So the city of Huntington Beach wants to make it even more inconvenient to shop in our city by banning plastic grocery bags and adding a 10-cent/bag fee (tax) for paper bags for those who need them ("Council votes to create ordinance banning single-use plastic bags," Aug. 18). The stated purpose is to have less plastic bags on city beaches, requiring less money to clean up.

But the math doesn't add up: There are 189,992 (2010 Census) residents in Huntington and more than 16 million beach visitors a year. Even those who failed high school math are smart enough to figure out all those bags aren't coming from locals but from visitors bringing their bags from other cities. The city should raise the parking fees because the locals know where to park for free and visitors can help pay to clean up the bags.
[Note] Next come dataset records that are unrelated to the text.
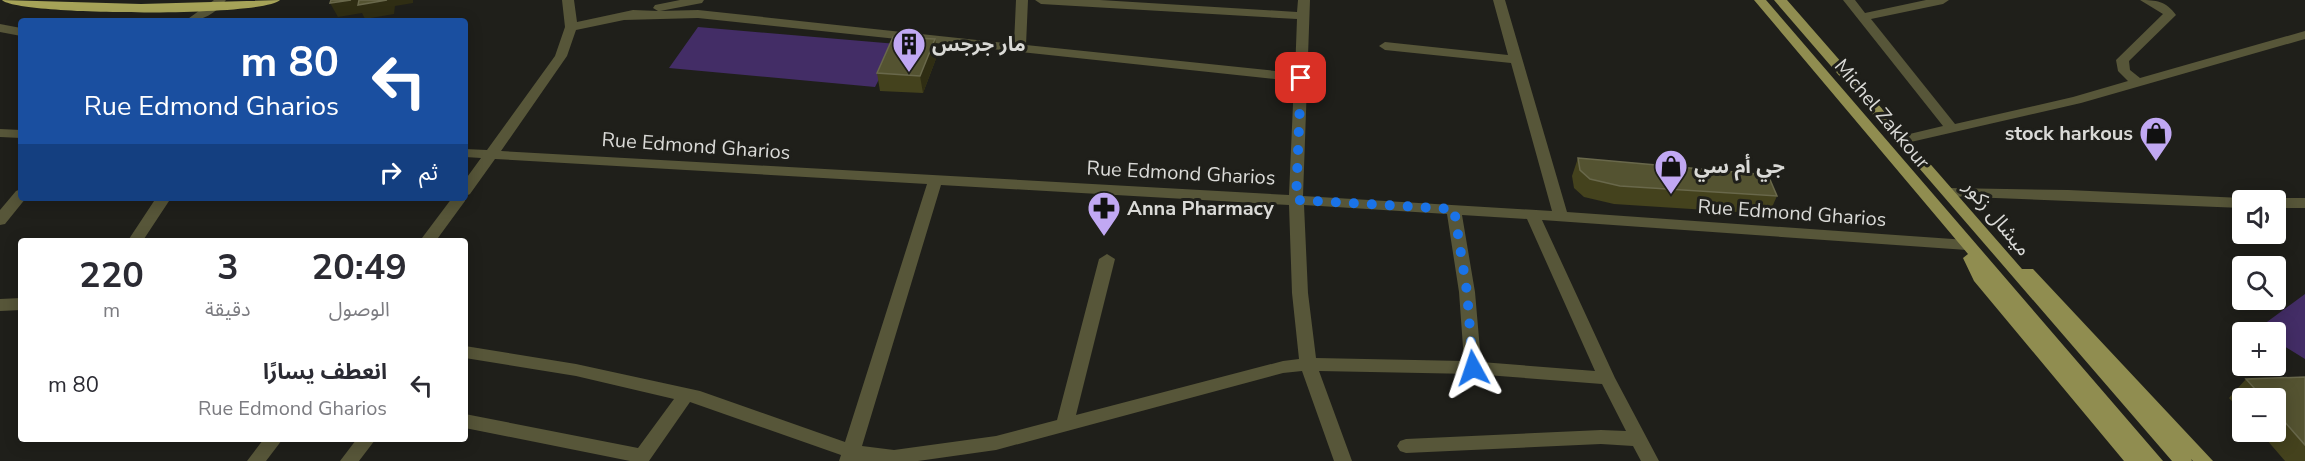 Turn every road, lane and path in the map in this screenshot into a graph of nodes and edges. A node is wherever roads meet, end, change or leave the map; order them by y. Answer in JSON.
{"nodes":[{"id":1,"x":9,"y":0,"type":"edge"},
{"id":2,"x":157,"y":0,"type":"edge"},
{"id":3,"x":273,"y":0,"type":"edge"},
{"id":4,"x":568,"y":0,"type":"edge"},
{"id":5,"x":697,"y":0,"type":"edge"},
{"id":6,"x":1022,"y":0,"type":"edge"},
{"id":7,"x":1041,"y":0,"type":"edge"},
{"id":8,"x":1304,"y":0,"type":"edge"},
{"id":9,"x":1499,"y":0,"type":"edge"},
{"id":10,"x":1760,"y":0,"type":"edge"},
{"id":11,"x":1780,"y":0,"type":"edge"},
{"id":12,"x":1849,"y":0,"type":"edge"},
{"id":13,"x":1942,"y":0,"type":"edge"},
{"id":14,"x":2146,"y":0,"type":"edge"},
{"id":15,"x":217,"y":3,"type":"edge"},
{"id":16,"x":1167,"y":3,"type":"edge"},
{"id":17,"x":172,"y":4,"type":"edge"},
{"id":18,"x":698,"y":14,"type":"junction"},
{"id":19,"x":625,"y":16,"type":"junction"},
{"id":20,"x":1304,"y":16,"type":"junction"},
{"id":21,"x":1862,"y":17,"type":"junction"},
{"id":22,"x":188,"y":18,"type":"edge"},
{"id":23,"x":194,"y":18,"type":"edge"},
{"id":24,"x":571,"y":27,"type":"junction"},
{"id":25,"x":0,"y":28,"type":"edge"},
{"id":26,"x":18,"y":31,"type":"edge"},
{"id":27,"x":2305,"y":35,"type":"edge"},
{"id":28,"x":1385,"y":46,"type":"dead end"},
{"id":29,"x":1020,"y":48,"type":"junction"},
{"id":30,"x":1517,"y":60,"type":"junction"},
{"id":31,"x":1301,"y":78,"type":"junction"},
{"id":32,"x":2137,"y":82,"type":"junction"},
{"id":33,"x":1952,"y":129,"type":"junction"},
{"id":34,"x":11,"y":134,"type":"edge"},
{"id":35,"x":1902,"y":140,"type":"junction"},
{"id":36,"x":0,"y":145,"type":"edge"},
{"id":37,"x":468,"y":153,"type":"edge"},
{"id":38,"x":493,"y":154,"type":"junction"},
{"id":39,"x":935,"y":182,"type":"junction"},
{"id":40,"x":468,"y":187,"type":"edge"},
{"id":41,"x":1949,"y":193,"type":"junction"},
{"id":42,"x":18,"y":198,"type":"edge"},
{"id":43,"x":1296,"y":200,"type":"junction"},
{"id":44,"x":162,"y":201,"type":"edge"},
{"id":45,"x":458,"y":201,"type":"edge"},
{"id":46,"x":2232,"y":203,"type":"edge"},
{"id":47,"x":2286,"y":203,"type":"edge"},
{"id":48,"x":2305,"y":203,"type":"edge"},
{"id":49,"x":1454,"y":209,"type":"junction"},
{"id":50,"x":1532,"y":214,"type":"junction"},
{"id":51,"x":1561,"y":217,"type":"junction"},
{"id":52,"x":0,"y":220,"type":"edge"},
{"id":53,"x":1983,"y":234,"type":"junction"},
{"id":54,"x":137,"y":238,"type":"edge"},
{"id":55,"x":429,"y":238,"type":"edge"},
{"id":56,"x":1970,"y":249,"type":"junction"},
{"id":57,"x":1107,"y":259,"type":"dead end"},
{"id":58,"x":18,"y":304,"type":"edge"},
{"id":59,"x":0,"y":305,"type":"edge"},
{"id":60,"x":468,"y":352,"type":"edge"},
{"id":61,"x":1308,"y":364,"type":"junction"},
{"id":62,"x":1473,"y":368,"type":"junction"},
{"id":63,"x":1607,"y":378,"type":"junction"},
{"id":64,"x":686,"y":395,"type":"junction"},
{"id":65,"x":468,"y":422,"type":"edge"},
{"id":66,"x":1065,"y":423,"type":"junction"},
{"id":67,"x":1638,"y":439,"type":"junction"},
{"id":68,"x":271,"y":442,"type":"edge"},
{"id":69,"x":364,"y":442,"type":"edge"},
{"id":70,"x":1406,"y":446,"type":"dead end"},
{"id":71,"x":850,"y":457,"type":"edge"},
{"id":72,"x":640,"y":458,"type":"edge"},
{"id":73,"x":256,"y":461,"type":"edge"},
{"id":74,"x":350,"y":461,"type":"edge"},
{"id":75,"x":1343,"y":461,"type":"edge"},
{"id":76,"x":1650,"y":461,"type":"edge"},
{"id":77,"x":2135,"y":461,"type":"edge"},
{"id":78,"x":2154,"y":461,"type":"edge"},
{"id":79,"x":2183,"y":461,"type":"edge"},
{"id":80,"x":2204,"y":461,"type":"edge"}],
"edges":[{"from":1,"to":17,"type":"highway"},
{"from":2,"to":17,"type":"highway"},
{"from":3,"to":15,"type":"highway"},
{"from":4,"to":24,"type":"street"},
{"from":5,"to":18,"type":"street"},
{"from":5,"to":19,"type":"street"},
{"from":6,"to":29,"type":"street"},
{"from":7,"to":16,"type":"street"},
{"from":8,"to":20,"type":"street"},
{"from":9,"to":30,"type":"street"},
{"from":10,"to":56,"type":"main road","name":"Michel Zakkour"},
{"from":11,"to":35,"type":"main road","name":"ميشال زكور"},
{"from":12,"to":21,"type":"street"},
{"from":13,"to":21,"type":"street"},
{"from":14,"to":32,"type":"street"},
{"from":15,"to":17,"type":"highway"},
{"from":15,"to":23,"type":"street"},
{"from":16,"to":20,"type":"street"},
{"from":17,"to":22,"type":"highway"},
{"from":18,"to":19,"type":"street"},
{"from":18,"to":29,"type":"street"},
{"from":19,"to":24,"type":"street"},
{"from":20,"to":31,"type":"street"},
{"from":21,"to":33,"type":"street"},
{"from":24,"to":38,"type":"street"},
{"from":25,"to":26,"type":"street"},
{"from":27,"to":32,"type":"street"},
{"from":28,"to":30,"type":"street"},
{"from":29,"to":31,"type":"street"},
{"from":30,"to":51,"type":"street"},
{"from":31,"to":43,"type":"street"},
{"from":32,"to":33,"type":"street"},
{"from":33,"to":35,"type":"street"},
{"from":34,"to":36,"type":"street"},
{"from":35,"to":41,"type":"main road","name":"ميشال زكور"},
{"from":37,"to":38,"type":"street","name":"Rue Edmond Gharios"},
{"from":38,"to":39,"type":"street","name":"Rue Edmond Gharios"},
{"from":38,"to":40,"type":"street"},
{"from":39,"to":43,"type":"street","name":"Rue Edmond Gharios"},
{"from":39,"to":71,"type":"street"},
{"from":41,"to":46,"type":"street"},
{"from":41,"to":53,"type":"main road","name":"ميشال زكور"},
{"from":42,"to":52,"type":"street"},
{"from":43,"to":49,"type":"street","name":"Rue Edmond Gharios"},
{"from":43,"to":61,"type":"street"},
{"from":44,"to":54,"type":"street"},
{"from":45,"to":55,"type":"street"},
{"from":47,"to":48,"type":"street"},
{"from":49,"to":50,"type":"street","name":"Rue Edmond Gharios"},
{"from":49,"to":62,"type":"street"},
{"from":50,"to":51,"type":"street","name":"Rue Edmond Gharios"},
{"from":50,"to":63,"type":"street"},
{"from":51,"to":56,"type":"street","name":"Rue Edmond Gharios"},
{"from":53,"to":79,"type":"main road","name":"ميشال زكور"},
{"from":53,"to":80,"type":"main road"},
{"from":56,"to":77,"type":"main road"},
{"from":56,"to":78,"type":"main road","name":"ميشال زكور"},
{"from":57,"to":66,"type":"street"},
{"from":58,"to":59,"type":"street"},
{"from":60,"to":64,"type":"street"},
{"from":61,"to":62,"type":"street"},
{"from":61,"to":66,"type":"street"},
{"from":61,"to":75,"type":"street"},
{"from":62,"to":63,"type":"street"},
{"from":63,"to":67,"type":"street"},
{"from":64,"to":71,"type":"street"},
{"from":64,"to":72,"type":"street"},
{"from":65,"to":72,"type":"street"},
{"from":66,"to":71,"type":"street"},
{"from":67,"to":70,"type":"street"},
{"from":67,"to":76,"type":"street"},
{"from":68,"to":73,"type":"street"},
{"from":69,"to":74,"type":"street"}]}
All kidding aside, the ban will do nothing but make it more of a pain to shop in Huntington. If people prone to littering can't get free bags with their groceries, they'll just buy some and leave them behind anyway! Council members Connie Boardman, Joe Shaw, Devin Dwyer and Keith Bohr may feel good about themselves, but they'll only have annoyed voters who have to pay for bags when they stop for groceries on the way home from work because they forgot their reusable bags.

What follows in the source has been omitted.